Check every line below for the string "roads". Copy the ones that have it.

[Saved data entries]
==*==
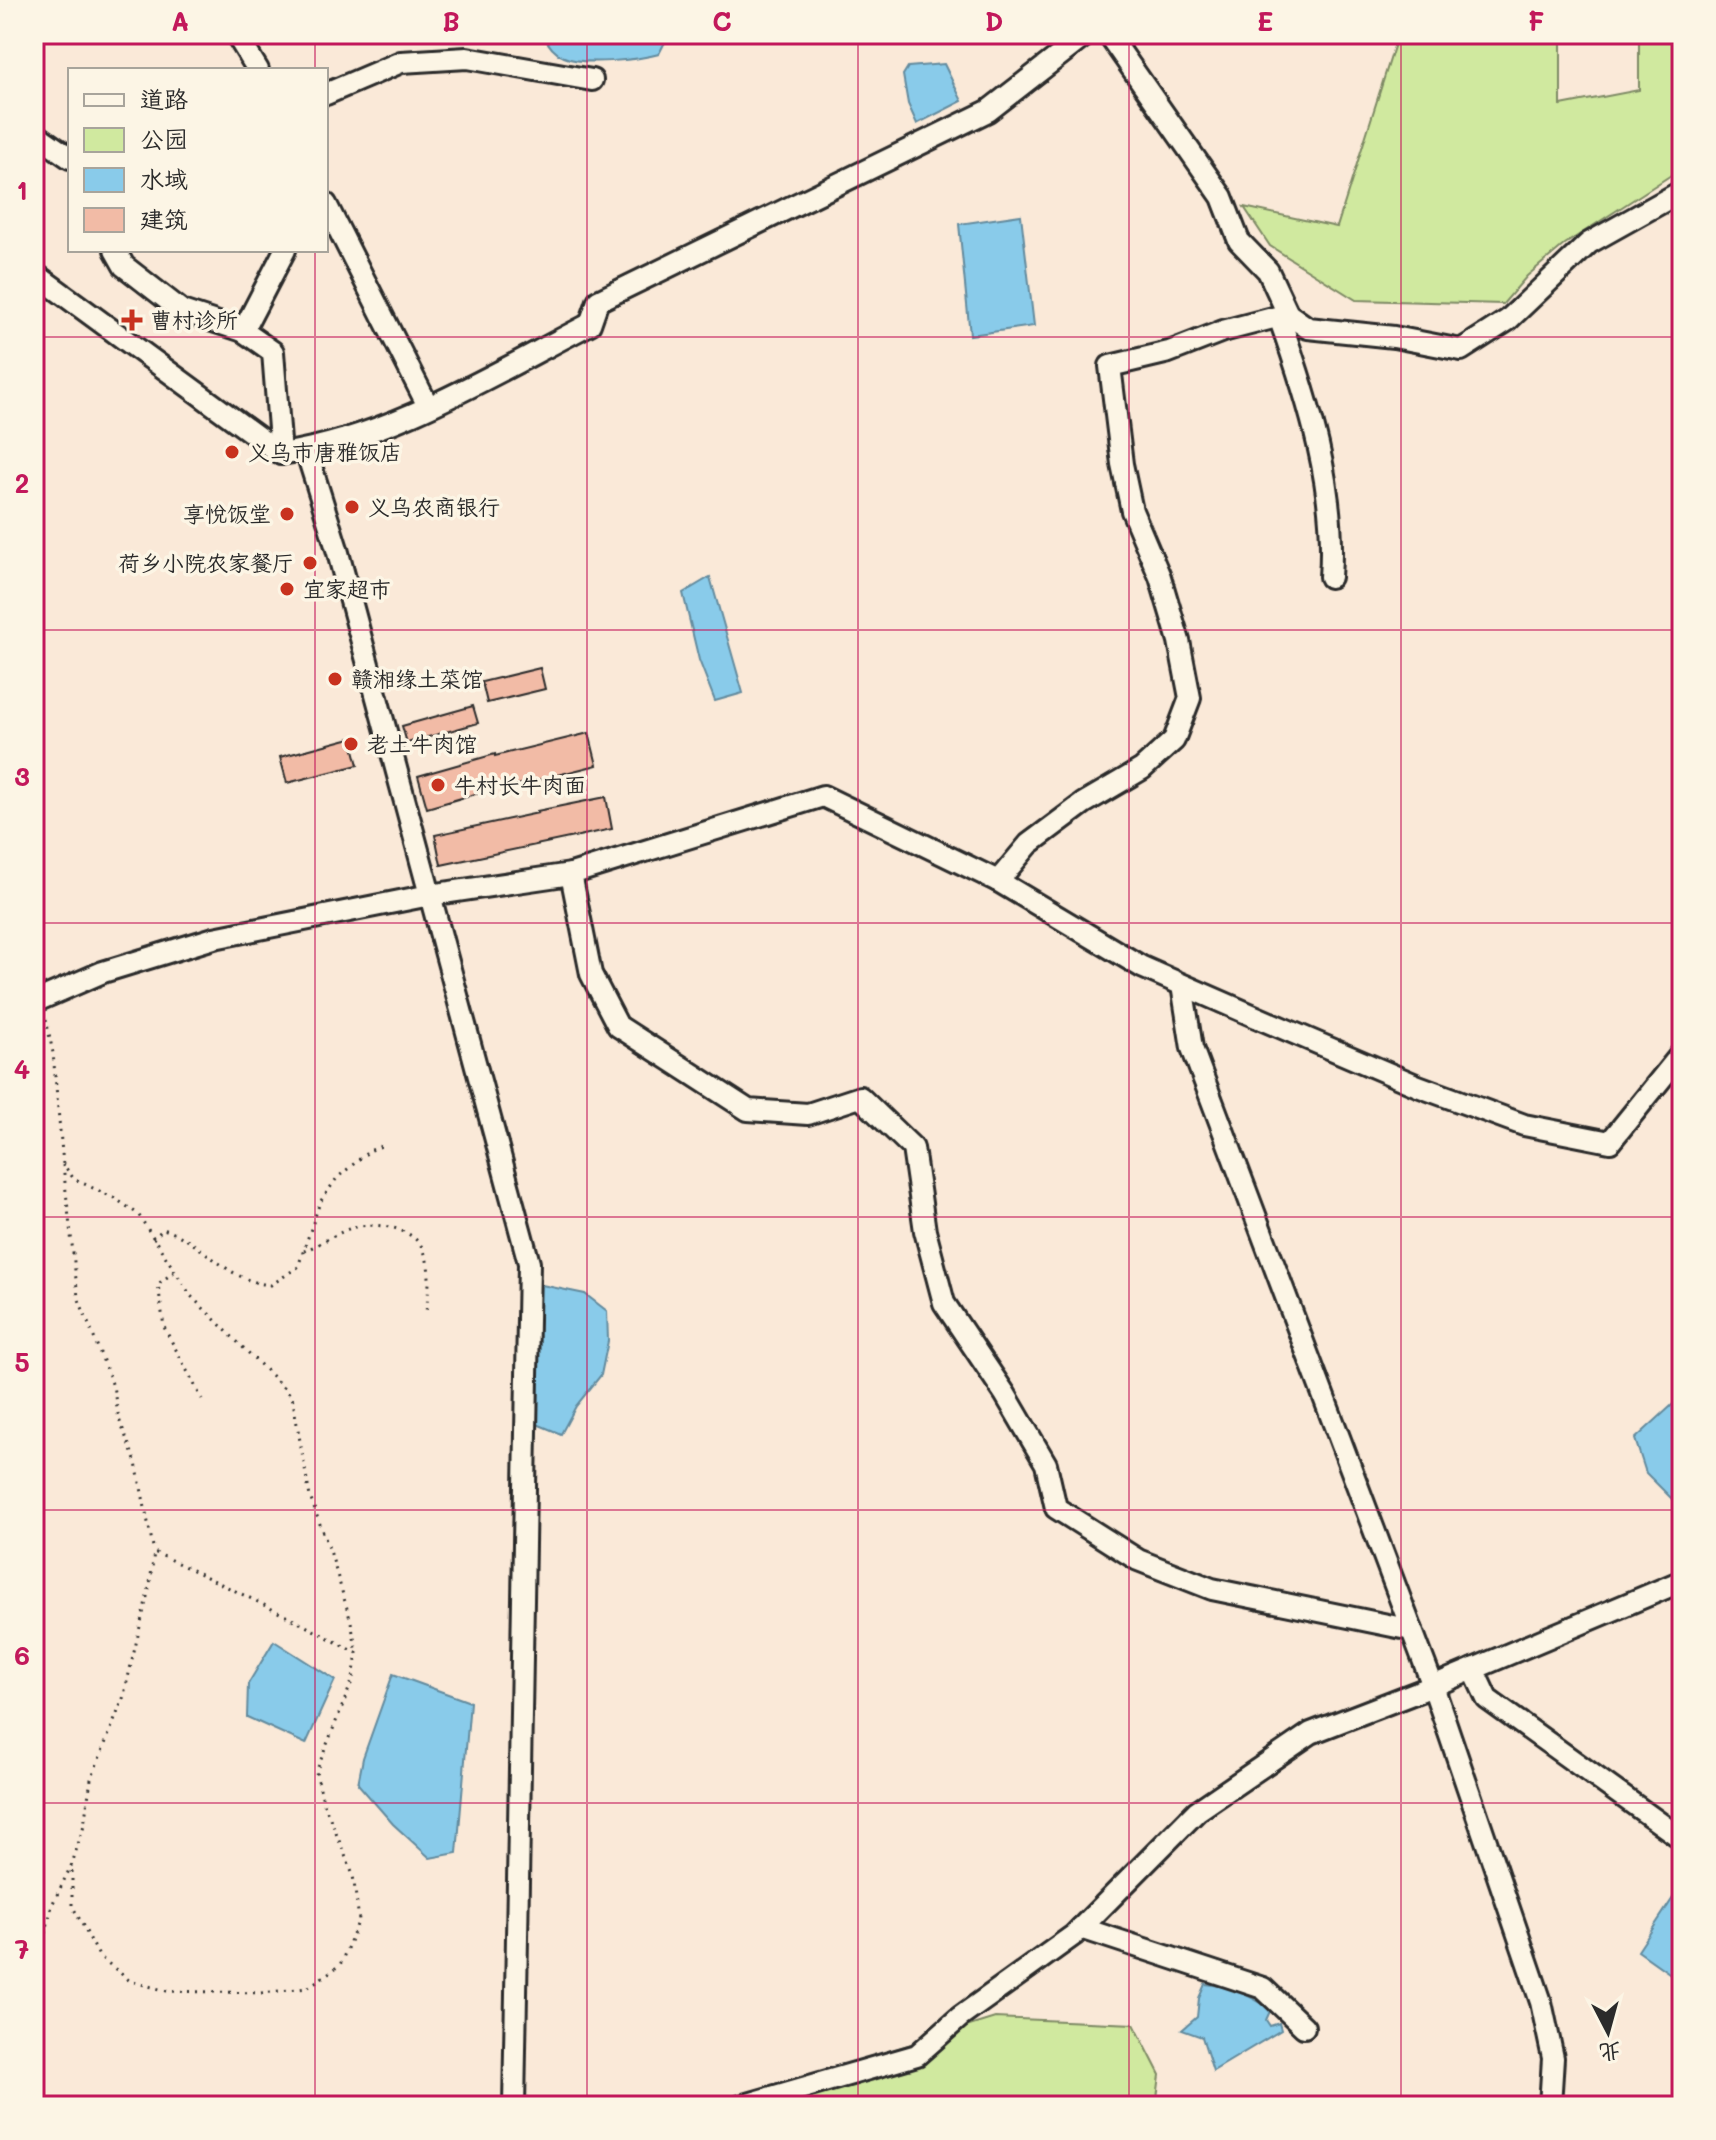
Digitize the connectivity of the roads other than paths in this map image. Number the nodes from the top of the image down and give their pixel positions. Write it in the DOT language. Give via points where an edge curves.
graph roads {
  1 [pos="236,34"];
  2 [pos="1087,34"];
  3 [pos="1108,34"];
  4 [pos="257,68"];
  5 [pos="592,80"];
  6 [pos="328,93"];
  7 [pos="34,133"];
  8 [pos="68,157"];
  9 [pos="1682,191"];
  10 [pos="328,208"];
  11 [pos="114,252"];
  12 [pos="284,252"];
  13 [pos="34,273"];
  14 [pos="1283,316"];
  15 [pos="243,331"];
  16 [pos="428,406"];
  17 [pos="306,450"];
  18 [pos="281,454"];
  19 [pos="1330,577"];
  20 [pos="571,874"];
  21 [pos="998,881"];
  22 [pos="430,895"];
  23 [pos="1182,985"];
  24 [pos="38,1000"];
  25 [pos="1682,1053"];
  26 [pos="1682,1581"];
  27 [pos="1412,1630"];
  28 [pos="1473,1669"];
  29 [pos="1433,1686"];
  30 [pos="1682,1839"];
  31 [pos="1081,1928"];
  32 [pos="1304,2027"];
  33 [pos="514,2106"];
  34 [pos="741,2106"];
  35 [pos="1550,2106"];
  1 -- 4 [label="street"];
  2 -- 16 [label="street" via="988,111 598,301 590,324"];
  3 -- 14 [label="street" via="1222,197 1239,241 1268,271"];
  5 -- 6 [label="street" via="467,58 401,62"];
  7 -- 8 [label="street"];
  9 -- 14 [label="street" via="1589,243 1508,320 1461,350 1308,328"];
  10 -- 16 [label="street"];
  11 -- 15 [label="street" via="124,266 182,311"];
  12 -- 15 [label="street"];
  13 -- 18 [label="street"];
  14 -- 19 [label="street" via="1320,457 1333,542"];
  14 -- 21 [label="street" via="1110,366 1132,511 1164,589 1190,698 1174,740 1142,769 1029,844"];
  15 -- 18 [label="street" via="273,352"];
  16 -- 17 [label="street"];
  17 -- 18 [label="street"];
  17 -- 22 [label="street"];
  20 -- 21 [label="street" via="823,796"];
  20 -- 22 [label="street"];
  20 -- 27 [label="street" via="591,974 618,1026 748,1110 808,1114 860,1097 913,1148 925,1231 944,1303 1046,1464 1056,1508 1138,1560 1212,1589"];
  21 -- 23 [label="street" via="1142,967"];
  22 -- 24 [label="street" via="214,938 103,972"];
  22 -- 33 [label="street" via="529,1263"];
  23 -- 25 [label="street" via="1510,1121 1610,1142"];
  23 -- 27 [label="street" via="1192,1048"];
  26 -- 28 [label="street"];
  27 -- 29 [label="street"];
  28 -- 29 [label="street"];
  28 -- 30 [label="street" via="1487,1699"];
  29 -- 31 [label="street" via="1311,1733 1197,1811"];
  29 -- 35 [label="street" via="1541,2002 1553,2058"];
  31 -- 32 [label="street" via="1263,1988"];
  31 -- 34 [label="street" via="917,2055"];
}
==*==
WRITTEN RESPONSE:
Digitize the connectivity of the roads other than paths in this map image. Number the nodes from the top of the image down and give their pixel positions. Write it in the DOT language. Give via points where an edge curves.
graph roads {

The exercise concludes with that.